Le maggiori condizioni chieste da Israele sono state concesse: annessione della Valle del Giordano (confine naturale e soprattutto difendibile), gli insediamenti ebraici in Cisgiordania, il riconoscimento di Gerusalemme “capitale unita” di Israele. La Spianata delle Moschee, principale luogo sacro islamico di Gerusalemme, sarà ancora amministrata in base allo status quo, assieme alla Giordania. Lo Stato ebraico ottiene anche il disarmo dei palestinesi che non avranno un loro esercito e si dovrebbero impegnare a neutralizzare Hamas e Jihad Islamica. Prima del riconoscimento dell’indipendenza, la Palestina dovrà attendere 4 anni e rispettare precise condizioni: rinunciare alla lotta armata, riconoscere Gerusalemme capitale di Israele, promulgare leggi contro la corruzione e il terrorismo, disarmare e neutralizzare Hamas e Jihad Islamica, appunto. In cambio, in questi stessi 4 anni, Israele dovrà sospendere ogni costruzione di case nei territori assegnati alla futura Palestina indipendente. Una volta ottenuto il riconoscimento, la Palestina sarà uno Stato necessariamente diviso in due regioni separate, Cisgiordania e Striscia di Gaza, fra loro collegate da un tunnel. E’ prevista la costituzione anche di aree economiche speciali per lo sviluppo del futuro Stato, a Sud della Striscia di Gaza, ai confini del deserto del Negev. Capitale della Palestina sarà Gerusalemme Est, ancora indefinita, considerando che Gerusalemme israeliana resterà “unita”.

“Oggi Israele ha fatto un passo da gigante verso la pace”, ha proclamato Trump. “Noi respingiamo questo piano sin dall’inizio e la nostra causa è giusta”, ha risposto a distanza Mahmoud Abbas, presidente dell’Autorità Palestinese.
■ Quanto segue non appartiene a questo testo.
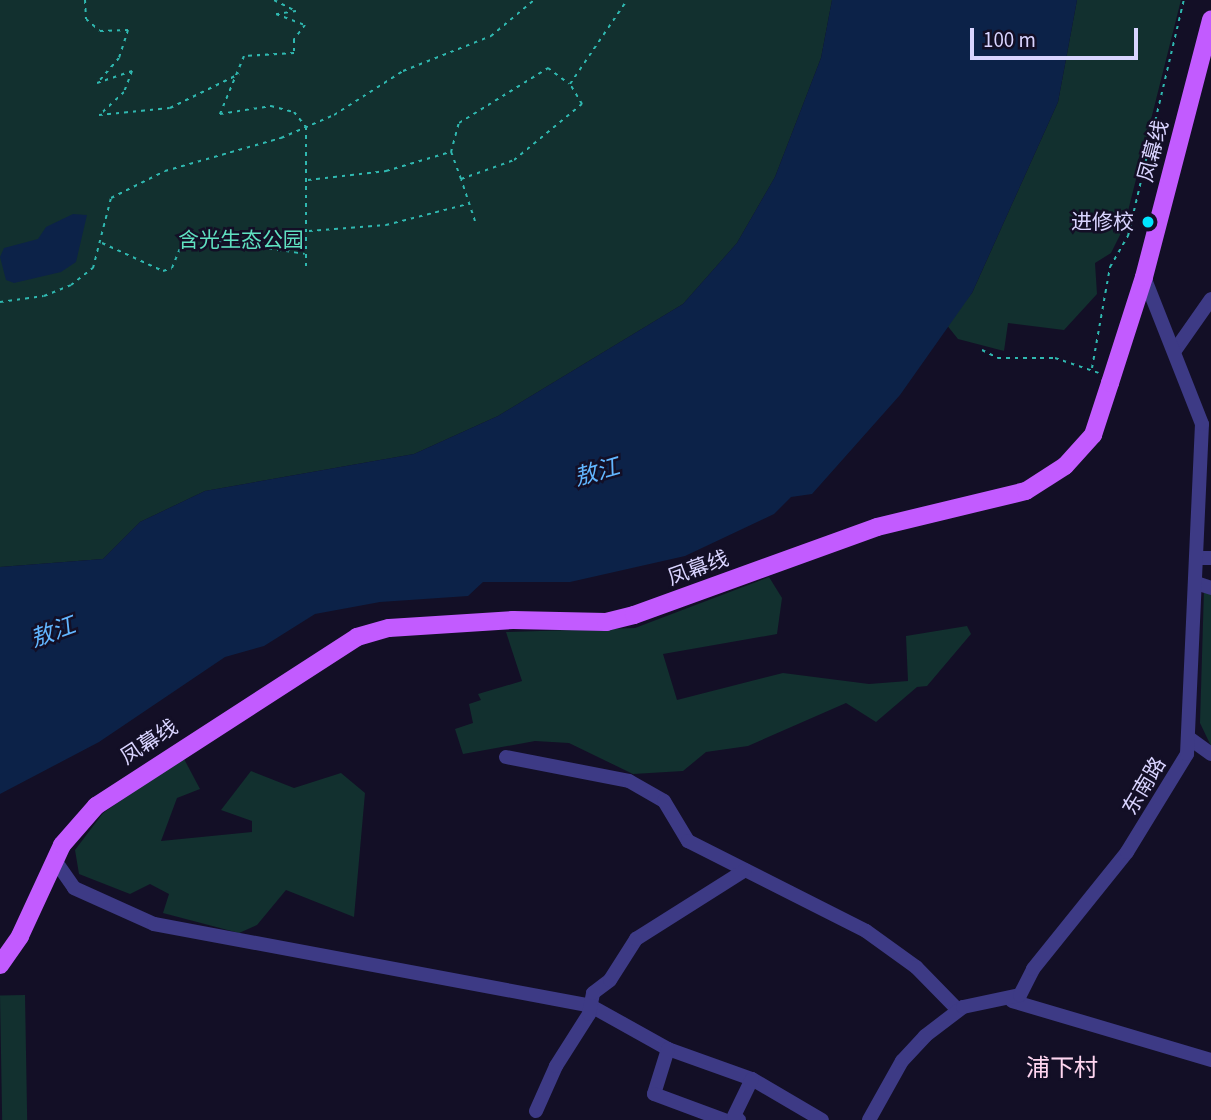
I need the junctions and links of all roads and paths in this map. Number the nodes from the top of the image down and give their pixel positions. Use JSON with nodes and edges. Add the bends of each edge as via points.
{"nodes":[{"id":1,"x":85,"y":0,"type":"edge"},
{"id":2,"x":274,"y":0,"type":"edge"},
{"id":3,"x":534,"y":0,"type":"edge"},
{"id":4,"x":627,"y":0,"type":"edge"},
{"id":5,"x":1184,"y":0,"type":"edge"},
{"id":6,"x":1211,"y":20,"type":"edge"},
{"id":7,"x":240,"y":73,"type":"junction"},
{"id":8,"x":570,"y":84,"type":"junction"},
{"id":9,"x":306,"y":127,"type":"junction"},
{"id":10,"x":451,"y":152,"type":"junction"},
{"id":11,"x":461,"y":179,"type":"junction"},
{"id":12,"x":308,"y":180,"type":"junction"},
{"id":13,"x":469,"y":204,"type":"junction"},
{"id":14,"x":475,"y":221,"type":"dead end"},
{"id":15,"x":308,"y":231,"type":"junction"},
{"id":16,"x":102,"y":243,"type":"junction"},
{"id":17,"x":306,"y":254,"type":"junction"},
{"id":18,"x":306,"y":265,"type":"dead end"},
{"id":19,"x":1144,"y":277,"type":"junction"},
{"id":20,"x":1211,"y":299,"type":"edge"},
{"id":21,"x":0,"y":302,"type":"edge"},
{"id":22,"x":1176,"y":349,"type":"junction"},
{"id":23,"x":982,"y":350,"type":"dead end"},
{"id":24,"x":1092,"y":368,"type":"junction"},
{"id":25,"x":1110,"y":383,"type":"junction"},
{"id":26,"x":1204,"y":558,"type":"edge"},
{"id":27,"x":1196,"y":583,"type":"junction"},
{"id":28,"x":1211,"y":588,"type":"edge"},
{"id":29,"x":1189,"y":738,"type":"junction"},
{"id":30,"x":1211,"y":754,"type":"edge"},
{"id":31,"x":506,"y":757,"type":"dead end"},
{"id":32,"x":54,"y":859,"type":"junction"},
{"id":33,"x":745,"y":870,"type":"junction"},
{"id":34,"x":0,"y":965,"type":"edge"},
{"id":35,"x":1012,"y":1001,"type":"junction"},
{"id":36,"x":591,"y":1006,"type":"junction"},
{"id":37,"x":958,"y":1010,"type":"junction"},
{"id":38,"x":668,"y":1049,"type":"junction"},
{"id":39,"x":1211,"y":1060,"type":"edge"},
{"id":40,"x":752,"y":1079,"type":"junction"},
{"id":41,"x":536,"y":1111,"type":"dead end"},
{"id":42,"x":826,"y":1118,"type":"edge"},
{"id":43,"x":724,"y":1120,"type":"edge"},
{"id":44,"x":739,"y":1120,"type":"edge"},
{"id":45,"x":869,"y":1120,"type":"edge"}],
"edges":[{"from":1,"to":7,"type":"path","via":[[86,19],[100,31],[128,30],[119,58],[97,83],[132,71],[124,92],[99,116],[170,108]]},
{"from":2,"to":7,"type":"path","via":[[296,11],[276,15],[305,25],[293,39],[294,53],[244,56]]},
{"from":3,"to":9,"type":"path","via":[[520,17],[491,36],[403,71]]},
{"from":4,"to":8,"type":"path"},
{"from":5,"to":24,"type":"path","via":[[1128,236],[1110,267]]},
{"from":6,"to":19,"type":"main road","name":"凤幕线"},
{"from":7,"to":9,"type":"path","via":[[229,85],[220,114],[271,106],[294,112]]},
{"from":8,"to":10,"type":"path","via":[[548,68],[460,123]]},
{"from":8,"to":11,"type":"path","via":[[582,104],[514,160]]},
{"from":9,"to":12,"type":"path"},
{"from":9,"to":16,"type":"path","via":[[165,171],[111,198]]},
{"from":10,"to":11,"type":"path"},
{"from":10,"to":12,"type":"path","via":[[386,171]]},
{"from":11,"to":13,"type":"path"},
{"from":12,"to":15,"type":"path"},
{"from":13,"to":14,"type":"path"},
{"from":13,"to":15,"type":"path","via":[[386,225]]},
{"from":15,"to":17,"type":"path"},
{"from":16,"to":17,"type":"path","via":[[163,271],[172,268],[185,236]]},
{"from":16,"to":21,"type":"path","via":[[93,268],[71,285],[44,296]]},
{"from":17,"to":18,"type":"path"},
{"from":19,"to":22,"type":"street","name":"东南路"},
{"from":19,"to":25,"type":"main road","name":"凤幕线"},
{"from":20,"to":22,"type":"street"},
{"from":22,"to":26,"type":"street","name":"东南路","via":[[1202,424]]},
{"from":23,"to":24,"type":"path","via":[[998,358],[1055,358]]},
{"from":24,"to":25,"type":"path"},
{"from":25,"to":32,"type":"main road","name":"凤幕线","via":[[1093,435],[1048,478],[1026,491],[877,527],[606,622],[513,620],[389,628],[357,637],[96,806]]},
{"from":26,"to":27,"type":"street","name":"东南路"},
{"from":27,"to":28,"type":"street"},
{"from":27,"to":29,"type":"street","name":"东南路"},
{"from":29,"to":30,"type":"street"},
{"from":29,"to":35,"type":"street","name":"东南路","via":[[1179,772],[1135,841]]},
{"from":31,"to":33,"type":"street","via":[[629,781],[664,801],[688,841]]},
{"from":32,"to":34,"type":"main road","name":"凤幕线","via":[[20,936]]},
{"from":32,"to":36,"type":"street","via":[[74,887],[154,924],[214,940]]},
{"from":33,"to":36,"type":"street","via":[[636,939],[610,980],[593,993]]},
{"from":33,"to":37,"type":"street","via":[[866,931],[916,967]]},
{"from":35,"to":37,"type":"street"},
{"from":35,"to":39,"type":"street"},
{"from":36,"to":38,"type":"street"},
{"from":36,"to":41,"type":"street"},
{"from":37,"to":45,"type":"street","via":[[908,1052]]},
{"from":38,"to":40,"type":"street"},
{"from":38,"to":43,"type":"street","via":[[654,1094]]},
{"from":40,"to":42,"type":"street"},
{"from":40,"to":44,"type":"street","via":[[734,1116]]}]}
Fin troppo facile scommettere che il piano è destinato a fallire. Ma c’è da dire che anche i piani più generosi, compreso quello di Clinton, in cui all’Autorità Palestinese veniva concessa gran parte di Gerusalemme e il 98% dei territori richiesti da Arafat, è stato anch’esso respinto, nell’estate di 20 anni fa, proprio da Arafat. L’allora presidente palestinese, storico leader dell’Olp, confidò che se avesse accettato sarebbe stato assassinato. Meno di un mese dopo lanciò la Seconda Intifadah, la più sanguinosa ondata di attentati nella storia di Israele. La storia dei tentativi di partizione di quel territorio, compreso fra il Giordano e il Mediterraneo, è una storia di fallimenti, dal 1919 ad oggi. L’accordo fra Feisal e Weizmann del 1919 (quando non erano ancora stati stabiliti i mandati), fu l’unico a fallire per cause esterne: la politica di spartizione delle grandi potenze, Francia e Impero Britannico. Tutti gli altri progetti di far nascere due Stati fianco a fianco, da quello proposto dalla commissione Peel nel 1937 (sotto il mandato britannico), passando per quella proposta dall’Onu nel 1947 (alla vigilia dell’indipendenza di Israele dopo il ritiro britannico), per arrivare ai tentativi più recenti di Bush jr. e Barack Obama, sono sempre stati respinti dagli arabi, poi palestinesi. Se questo ultimo piano dovesse avere un esito diverso, sarebbe solo per il mutato atteggiamento del ricco mondo arabo sunnita, tradizionale sponsor della causa palestinese, ma attualmente molto più spaventato dall’Iran che da Israele.